The Challenge
Running AI inference workloads requires significant compute resources, particularly GPU access. Cloud GPU pricing can be prohibitive for sustained workloads, and latency requirements often favor on-premises deployment. The challenge was building a production-grade Kubernetes cluster that could support GPU workloads while maintaining enterprise-level reliability and observability.
Specific requirements included:
- Support for multiple GPU-accelerated workloads with fair scheduling
- High-availability control plane with automatic failover
- GitOps-based deployment for reproducibility and audit trails
- NVMe-backed storage with NFS for shared persistent volumes
- Comprehensive monitoring, alerting, and log aggregation
- Zero-downtime upgrades and maintenance windows
The Solution
I designed a hybrid cluster with dedicated control plane nodes, standard workers for general workloads, and GPU-equipped workers for AI inference.
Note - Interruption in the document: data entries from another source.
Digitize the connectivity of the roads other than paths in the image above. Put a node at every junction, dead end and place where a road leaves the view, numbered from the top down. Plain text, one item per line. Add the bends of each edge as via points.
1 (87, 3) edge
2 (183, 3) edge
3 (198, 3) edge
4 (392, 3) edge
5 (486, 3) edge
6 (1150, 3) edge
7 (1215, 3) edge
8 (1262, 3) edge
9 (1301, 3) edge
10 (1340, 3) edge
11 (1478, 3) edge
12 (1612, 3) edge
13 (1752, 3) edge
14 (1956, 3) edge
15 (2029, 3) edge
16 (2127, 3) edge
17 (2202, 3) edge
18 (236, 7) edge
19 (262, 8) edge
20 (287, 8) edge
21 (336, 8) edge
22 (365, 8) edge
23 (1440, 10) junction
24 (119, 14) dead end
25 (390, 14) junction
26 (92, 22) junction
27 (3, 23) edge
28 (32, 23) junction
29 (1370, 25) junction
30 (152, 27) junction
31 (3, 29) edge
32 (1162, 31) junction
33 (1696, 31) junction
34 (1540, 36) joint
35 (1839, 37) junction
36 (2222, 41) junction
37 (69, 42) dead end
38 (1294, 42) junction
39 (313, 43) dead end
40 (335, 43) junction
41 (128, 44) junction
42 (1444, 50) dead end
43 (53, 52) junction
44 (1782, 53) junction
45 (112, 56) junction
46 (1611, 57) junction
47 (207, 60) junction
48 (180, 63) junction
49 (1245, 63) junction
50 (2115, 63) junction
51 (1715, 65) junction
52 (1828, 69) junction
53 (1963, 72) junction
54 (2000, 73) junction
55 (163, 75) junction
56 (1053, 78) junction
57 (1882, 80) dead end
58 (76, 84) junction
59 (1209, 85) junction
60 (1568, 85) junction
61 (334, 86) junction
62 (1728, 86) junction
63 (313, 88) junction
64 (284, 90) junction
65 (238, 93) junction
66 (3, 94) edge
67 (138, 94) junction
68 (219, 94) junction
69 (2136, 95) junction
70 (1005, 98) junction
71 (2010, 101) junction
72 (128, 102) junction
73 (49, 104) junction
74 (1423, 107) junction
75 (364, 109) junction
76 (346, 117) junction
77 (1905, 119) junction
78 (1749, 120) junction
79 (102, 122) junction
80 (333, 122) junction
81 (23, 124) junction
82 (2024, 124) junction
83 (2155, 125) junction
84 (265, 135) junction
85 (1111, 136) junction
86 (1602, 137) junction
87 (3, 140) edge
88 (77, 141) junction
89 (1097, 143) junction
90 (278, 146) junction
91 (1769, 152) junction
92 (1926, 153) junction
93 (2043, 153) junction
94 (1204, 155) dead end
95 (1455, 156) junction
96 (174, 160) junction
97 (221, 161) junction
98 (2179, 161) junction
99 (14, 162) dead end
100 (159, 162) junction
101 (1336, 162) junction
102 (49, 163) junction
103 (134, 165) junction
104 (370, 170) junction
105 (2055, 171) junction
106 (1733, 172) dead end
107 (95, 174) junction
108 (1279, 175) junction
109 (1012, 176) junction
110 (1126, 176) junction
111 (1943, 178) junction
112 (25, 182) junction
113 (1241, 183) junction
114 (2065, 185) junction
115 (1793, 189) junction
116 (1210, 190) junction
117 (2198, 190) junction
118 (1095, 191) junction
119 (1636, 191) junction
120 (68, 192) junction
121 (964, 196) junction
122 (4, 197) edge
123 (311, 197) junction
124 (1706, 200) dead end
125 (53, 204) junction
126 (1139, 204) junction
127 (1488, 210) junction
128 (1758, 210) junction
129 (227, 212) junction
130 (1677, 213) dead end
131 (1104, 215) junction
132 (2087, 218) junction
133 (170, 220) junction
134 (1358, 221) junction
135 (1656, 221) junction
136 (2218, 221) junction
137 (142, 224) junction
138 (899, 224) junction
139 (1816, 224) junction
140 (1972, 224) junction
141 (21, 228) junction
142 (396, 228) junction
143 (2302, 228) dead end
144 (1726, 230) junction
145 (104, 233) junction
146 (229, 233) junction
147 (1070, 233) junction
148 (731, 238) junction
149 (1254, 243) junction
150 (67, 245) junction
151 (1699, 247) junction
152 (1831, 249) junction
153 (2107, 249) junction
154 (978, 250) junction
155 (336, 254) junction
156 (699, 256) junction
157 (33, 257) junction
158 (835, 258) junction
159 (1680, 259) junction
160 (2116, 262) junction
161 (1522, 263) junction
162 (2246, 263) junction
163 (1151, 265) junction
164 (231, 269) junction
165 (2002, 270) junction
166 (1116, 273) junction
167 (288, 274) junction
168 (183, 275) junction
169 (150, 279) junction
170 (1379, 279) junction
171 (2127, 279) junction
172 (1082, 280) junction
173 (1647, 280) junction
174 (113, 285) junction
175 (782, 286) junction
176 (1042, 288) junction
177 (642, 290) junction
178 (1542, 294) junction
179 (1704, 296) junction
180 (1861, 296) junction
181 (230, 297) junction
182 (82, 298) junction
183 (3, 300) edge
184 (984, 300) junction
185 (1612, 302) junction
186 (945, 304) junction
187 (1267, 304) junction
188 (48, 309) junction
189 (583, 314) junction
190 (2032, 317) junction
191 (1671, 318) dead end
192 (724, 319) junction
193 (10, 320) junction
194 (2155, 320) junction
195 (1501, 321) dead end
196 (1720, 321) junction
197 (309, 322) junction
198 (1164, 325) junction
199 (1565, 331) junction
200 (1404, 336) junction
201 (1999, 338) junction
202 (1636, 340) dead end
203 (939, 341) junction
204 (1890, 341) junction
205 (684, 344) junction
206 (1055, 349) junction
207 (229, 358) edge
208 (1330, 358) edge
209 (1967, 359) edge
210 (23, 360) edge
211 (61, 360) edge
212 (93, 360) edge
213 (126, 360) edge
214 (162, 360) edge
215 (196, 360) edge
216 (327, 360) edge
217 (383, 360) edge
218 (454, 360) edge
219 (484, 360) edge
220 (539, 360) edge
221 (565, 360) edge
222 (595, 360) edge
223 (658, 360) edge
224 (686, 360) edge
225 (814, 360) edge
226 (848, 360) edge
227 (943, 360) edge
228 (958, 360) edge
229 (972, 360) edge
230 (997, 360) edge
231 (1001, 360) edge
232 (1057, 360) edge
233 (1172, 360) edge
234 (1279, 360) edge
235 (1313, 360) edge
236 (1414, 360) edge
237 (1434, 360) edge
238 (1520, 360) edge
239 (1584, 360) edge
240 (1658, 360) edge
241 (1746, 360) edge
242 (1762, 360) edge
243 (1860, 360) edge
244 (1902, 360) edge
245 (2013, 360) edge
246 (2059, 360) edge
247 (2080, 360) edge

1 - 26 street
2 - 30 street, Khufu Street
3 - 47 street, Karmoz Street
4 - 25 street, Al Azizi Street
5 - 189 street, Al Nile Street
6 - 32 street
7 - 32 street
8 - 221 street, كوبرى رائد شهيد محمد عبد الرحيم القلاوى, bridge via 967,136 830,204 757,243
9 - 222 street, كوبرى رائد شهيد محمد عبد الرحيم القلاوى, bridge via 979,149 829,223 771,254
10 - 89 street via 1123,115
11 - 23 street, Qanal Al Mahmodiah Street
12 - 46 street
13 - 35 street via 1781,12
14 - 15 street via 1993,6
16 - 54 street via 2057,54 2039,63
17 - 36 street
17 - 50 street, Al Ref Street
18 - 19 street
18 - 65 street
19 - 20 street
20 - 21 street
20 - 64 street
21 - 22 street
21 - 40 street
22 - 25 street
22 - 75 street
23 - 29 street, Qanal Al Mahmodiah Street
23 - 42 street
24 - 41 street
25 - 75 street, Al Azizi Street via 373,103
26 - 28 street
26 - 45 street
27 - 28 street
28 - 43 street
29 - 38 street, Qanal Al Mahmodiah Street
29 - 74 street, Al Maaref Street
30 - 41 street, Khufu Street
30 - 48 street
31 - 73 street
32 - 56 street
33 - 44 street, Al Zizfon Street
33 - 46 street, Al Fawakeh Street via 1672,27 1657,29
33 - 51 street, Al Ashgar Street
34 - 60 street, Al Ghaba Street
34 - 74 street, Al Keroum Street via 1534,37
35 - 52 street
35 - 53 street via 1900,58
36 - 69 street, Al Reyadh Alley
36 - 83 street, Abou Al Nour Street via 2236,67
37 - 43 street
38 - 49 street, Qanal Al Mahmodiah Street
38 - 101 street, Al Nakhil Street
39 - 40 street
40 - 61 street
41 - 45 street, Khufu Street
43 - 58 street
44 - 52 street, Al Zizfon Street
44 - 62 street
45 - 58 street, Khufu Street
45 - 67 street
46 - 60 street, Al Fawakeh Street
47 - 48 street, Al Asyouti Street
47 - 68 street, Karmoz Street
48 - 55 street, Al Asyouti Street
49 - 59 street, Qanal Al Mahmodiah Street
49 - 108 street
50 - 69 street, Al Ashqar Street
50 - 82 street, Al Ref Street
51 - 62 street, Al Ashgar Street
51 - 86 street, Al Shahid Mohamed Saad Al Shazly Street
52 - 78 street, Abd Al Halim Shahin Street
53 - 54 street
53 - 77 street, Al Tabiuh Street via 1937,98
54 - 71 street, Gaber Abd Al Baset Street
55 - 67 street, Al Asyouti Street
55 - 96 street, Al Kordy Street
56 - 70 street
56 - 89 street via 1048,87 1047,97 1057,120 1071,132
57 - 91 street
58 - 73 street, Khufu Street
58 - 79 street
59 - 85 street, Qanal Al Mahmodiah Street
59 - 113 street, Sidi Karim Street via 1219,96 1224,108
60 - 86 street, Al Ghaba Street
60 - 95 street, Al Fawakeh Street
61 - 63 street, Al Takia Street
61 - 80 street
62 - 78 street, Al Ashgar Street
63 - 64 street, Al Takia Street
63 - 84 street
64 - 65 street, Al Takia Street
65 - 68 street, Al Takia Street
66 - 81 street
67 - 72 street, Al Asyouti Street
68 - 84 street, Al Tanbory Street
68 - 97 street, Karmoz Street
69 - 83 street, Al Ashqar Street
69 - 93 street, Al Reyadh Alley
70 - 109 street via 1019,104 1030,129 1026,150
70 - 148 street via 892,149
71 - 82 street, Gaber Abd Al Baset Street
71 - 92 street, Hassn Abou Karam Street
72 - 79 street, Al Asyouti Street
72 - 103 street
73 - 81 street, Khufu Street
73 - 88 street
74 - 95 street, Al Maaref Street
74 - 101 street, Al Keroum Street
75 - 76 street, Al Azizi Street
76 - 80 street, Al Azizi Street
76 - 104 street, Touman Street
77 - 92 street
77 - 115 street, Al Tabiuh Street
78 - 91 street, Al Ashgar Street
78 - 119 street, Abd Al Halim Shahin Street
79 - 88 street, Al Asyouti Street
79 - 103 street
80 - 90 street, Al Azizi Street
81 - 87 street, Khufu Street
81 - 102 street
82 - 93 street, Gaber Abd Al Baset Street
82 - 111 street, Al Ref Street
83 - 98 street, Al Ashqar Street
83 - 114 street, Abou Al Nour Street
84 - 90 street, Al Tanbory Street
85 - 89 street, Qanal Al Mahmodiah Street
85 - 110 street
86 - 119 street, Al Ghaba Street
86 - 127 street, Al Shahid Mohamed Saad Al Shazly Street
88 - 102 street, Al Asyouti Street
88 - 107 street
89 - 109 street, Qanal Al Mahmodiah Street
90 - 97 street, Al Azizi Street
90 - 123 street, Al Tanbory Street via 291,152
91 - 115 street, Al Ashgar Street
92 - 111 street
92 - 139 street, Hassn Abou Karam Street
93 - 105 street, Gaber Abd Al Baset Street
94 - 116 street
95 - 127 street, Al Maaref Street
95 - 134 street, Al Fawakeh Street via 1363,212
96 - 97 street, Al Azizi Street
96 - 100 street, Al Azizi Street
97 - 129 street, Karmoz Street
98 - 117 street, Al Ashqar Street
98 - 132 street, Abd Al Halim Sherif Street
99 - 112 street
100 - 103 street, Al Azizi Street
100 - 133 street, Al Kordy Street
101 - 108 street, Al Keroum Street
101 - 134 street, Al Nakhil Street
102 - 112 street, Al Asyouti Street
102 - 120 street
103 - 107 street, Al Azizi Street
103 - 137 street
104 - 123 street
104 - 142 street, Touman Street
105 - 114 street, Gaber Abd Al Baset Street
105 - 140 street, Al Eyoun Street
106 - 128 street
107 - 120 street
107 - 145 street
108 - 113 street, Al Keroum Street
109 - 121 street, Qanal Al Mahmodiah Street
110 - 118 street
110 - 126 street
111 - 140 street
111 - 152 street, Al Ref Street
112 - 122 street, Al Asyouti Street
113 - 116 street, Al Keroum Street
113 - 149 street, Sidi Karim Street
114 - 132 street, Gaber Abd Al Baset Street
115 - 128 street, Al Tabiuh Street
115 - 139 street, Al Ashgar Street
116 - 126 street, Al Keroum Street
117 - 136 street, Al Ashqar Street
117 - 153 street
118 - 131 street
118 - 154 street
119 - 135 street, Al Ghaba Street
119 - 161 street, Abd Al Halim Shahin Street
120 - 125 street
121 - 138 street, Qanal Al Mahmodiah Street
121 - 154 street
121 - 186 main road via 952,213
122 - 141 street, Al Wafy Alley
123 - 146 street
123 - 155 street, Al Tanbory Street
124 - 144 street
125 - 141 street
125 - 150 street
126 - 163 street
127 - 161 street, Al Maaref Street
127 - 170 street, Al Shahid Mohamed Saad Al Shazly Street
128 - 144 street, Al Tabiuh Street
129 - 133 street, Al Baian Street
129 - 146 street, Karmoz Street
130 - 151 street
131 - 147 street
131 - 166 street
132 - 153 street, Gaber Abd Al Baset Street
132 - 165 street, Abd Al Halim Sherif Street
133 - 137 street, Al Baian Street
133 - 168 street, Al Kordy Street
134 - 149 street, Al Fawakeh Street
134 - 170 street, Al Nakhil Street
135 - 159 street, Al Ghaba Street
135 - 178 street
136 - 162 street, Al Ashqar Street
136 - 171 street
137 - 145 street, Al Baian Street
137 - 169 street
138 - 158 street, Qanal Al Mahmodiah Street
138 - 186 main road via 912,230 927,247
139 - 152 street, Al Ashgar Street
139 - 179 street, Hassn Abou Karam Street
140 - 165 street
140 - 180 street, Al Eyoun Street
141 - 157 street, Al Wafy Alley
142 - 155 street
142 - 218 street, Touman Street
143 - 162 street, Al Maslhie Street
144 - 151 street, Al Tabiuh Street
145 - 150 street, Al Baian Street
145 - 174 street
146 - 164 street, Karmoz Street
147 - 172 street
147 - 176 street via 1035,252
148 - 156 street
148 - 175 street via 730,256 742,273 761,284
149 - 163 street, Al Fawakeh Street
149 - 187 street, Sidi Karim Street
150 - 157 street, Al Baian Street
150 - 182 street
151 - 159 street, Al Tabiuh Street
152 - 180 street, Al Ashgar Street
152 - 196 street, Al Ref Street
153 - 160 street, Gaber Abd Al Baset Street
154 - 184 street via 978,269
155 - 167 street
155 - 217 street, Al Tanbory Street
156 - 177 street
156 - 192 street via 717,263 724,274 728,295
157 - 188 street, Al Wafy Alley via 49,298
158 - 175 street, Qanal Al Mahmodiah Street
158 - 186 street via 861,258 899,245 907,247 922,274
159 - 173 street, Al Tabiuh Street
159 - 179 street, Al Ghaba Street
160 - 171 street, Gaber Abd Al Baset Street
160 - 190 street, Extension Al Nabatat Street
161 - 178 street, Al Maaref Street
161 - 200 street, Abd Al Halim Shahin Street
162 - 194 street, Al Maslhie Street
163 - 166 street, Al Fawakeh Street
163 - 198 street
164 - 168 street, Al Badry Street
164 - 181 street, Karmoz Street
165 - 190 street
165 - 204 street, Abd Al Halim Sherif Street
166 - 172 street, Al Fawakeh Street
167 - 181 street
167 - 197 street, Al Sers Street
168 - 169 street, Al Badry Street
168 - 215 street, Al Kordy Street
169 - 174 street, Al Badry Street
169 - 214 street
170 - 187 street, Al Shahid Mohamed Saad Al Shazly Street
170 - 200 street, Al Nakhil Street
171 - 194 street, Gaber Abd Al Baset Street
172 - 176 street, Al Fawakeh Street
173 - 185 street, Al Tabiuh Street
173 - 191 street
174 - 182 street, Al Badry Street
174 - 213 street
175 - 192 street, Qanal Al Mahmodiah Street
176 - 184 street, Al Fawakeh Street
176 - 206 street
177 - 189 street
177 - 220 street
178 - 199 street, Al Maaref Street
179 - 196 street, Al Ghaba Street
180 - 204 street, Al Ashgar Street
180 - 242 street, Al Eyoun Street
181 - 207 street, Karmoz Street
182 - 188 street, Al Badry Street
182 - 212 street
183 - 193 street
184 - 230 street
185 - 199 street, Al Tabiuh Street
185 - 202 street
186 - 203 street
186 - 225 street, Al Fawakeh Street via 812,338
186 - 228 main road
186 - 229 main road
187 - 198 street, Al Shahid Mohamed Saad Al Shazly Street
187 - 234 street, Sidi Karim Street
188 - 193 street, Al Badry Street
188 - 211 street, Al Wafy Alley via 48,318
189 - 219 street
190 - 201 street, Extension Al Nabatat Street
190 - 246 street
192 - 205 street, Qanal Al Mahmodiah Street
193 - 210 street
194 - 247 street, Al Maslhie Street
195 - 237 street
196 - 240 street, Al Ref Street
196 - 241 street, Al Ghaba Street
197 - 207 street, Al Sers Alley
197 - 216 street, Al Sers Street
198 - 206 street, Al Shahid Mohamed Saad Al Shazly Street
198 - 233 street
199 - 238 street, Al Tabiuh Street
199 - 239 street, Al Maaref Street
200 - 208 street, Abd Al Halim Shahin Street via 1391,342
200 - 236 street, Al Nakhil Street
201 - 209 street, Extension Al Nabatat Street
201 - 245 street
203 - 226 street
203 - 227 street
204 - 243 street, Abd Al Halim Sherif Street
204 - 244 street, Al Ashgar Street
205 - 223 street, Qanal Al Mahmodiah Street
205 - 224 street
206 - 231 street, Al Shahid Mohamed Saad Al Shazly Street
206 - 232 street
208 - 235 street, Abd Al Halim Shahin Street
The entire deployment is managed through GitOps with FluxCD, ensuring all changes are tracked in Git and automatically reconciled.
Cluster Architecture
| Node Type | Count | Specs | Purpose |
|---|---|---|---|
| Control Plane | 3 | 16GB RAM, 4 vCPU | etcd, API Server, Scheduler |
| Workers (General) | 4 | 32GB RAM, 8 vCPU | Services, APIs, Databases |
| Workers (GPU) | 5 | 32GB RAM, RTX 3060 12GB | AI Inference (vLLM) |
┌─────────────────────────────────────────────────────────────────┐
│ Kubernetes Cluster │
├─────────────────────────────────────────────────────────────────┤
│ │
│ Control Plane (HA) Workers (General) │
│ ┌─────┐ ┌─────┐ ┌─────┐ ┌─────┐ ┌─────┐ ┌─────┐ ┌─────┐ │
│ │ CP1 │ │ CP2 │ │ CP3 │ │ W1 │ │ W2 │ │ W3 │ │ W4 │ │
│ └──┬──┘ └──┬──┘ └──┬──┘ └──┬──┘ └──┬──┘ └──┬──┘ └──┬──┘ │
│ │ │ │ │ │ │ │ │
│ └───────┴───────┴─────────┴───────┴───────┴───────┘ │
│ │ │
│ GPU Workers │ │
│ ┌─────┐ ┌─────┐ ┌─────┐ ┌─────┐ ┌─────┐ │
│ │GPU1 │ │GPU2 │ │GPU3 │ │GPU4 │ │GPU5 │ │
│ │3060 │ │3060 │ │3060 │ │3060 │ │3060 │ │
│ └──┬──┘ └──┬──┘ └──┬──┘ └──┬──┘ └──┬──┘ │
│ │ │ │ │ │ │
│ └───────┴───────┴───────┴───────┘ │
│ │ │
├──────────────────────────┼───────────────────────────────────────┤
│ ▼ │
│ ┌─────────────────────────────────────────────────────────┐ │
│ │ TrueNAS (NFS Storage) │ │
│ │ NVMe-backed, 20TB usable │ │
│ └─────────────────────────────────────────────────────────┘ │
└─────────────────────────────────────────────────────────────────┘
Key Implementation Details
- FluxCD GitOps: All manifests stored in Git, automatically reconciled every 5 minutes
- Kustomize Overlays: Base manifests with environment-specific overlays for dev/staging/prod
- NVIDIA GPU Operator: Automatic driver and toolkit installation on GPU nodes
- MetalLB: Bare-metal load balancer for service exposure
- Cert-Manager: Automatic TLS certificate provisioning with Let's Encrypt
- democratic-csi: NFS-based persistent volume provisioner for TrueNAS
Technology Stack
Results
Monitoring & Observability
A comprehensive monitoring stack ensures visibility into cluster health and application performance:
- Prometheus: Metrics collection with custom ServiceMonitors for all applications
- Grafana: Dashboards for cluster health, GPU utilization, and application metrics
- Loki: Log aggregation with Promtail agents on each node
- Alertmanager: Alert routing to Slack and email for critical issues
- Node Exporter: Host-level metrics for all cluster nodes
- DCGM Exporter: NVIDIA GPU metrics including utilization, memory, and temperature
Key Learnings
- Start with GitOps: Implementing FluxCD from day one saved countless hours in debugging and rollbacks
- GPU scheduling is complex: Proper node affinity and resource limits are crucial for fair GPU sharing
- Storage performance matters: NVMe-backed NFS made a significant difference in model loading times
- Monitoring is not optional: The investment in observability pays off every time there's an incident
"This infrastructure now serves as the foundation for all SolidRusT Networks services, from AI inference to game servers, with consistent deployment patterns and centralized observability."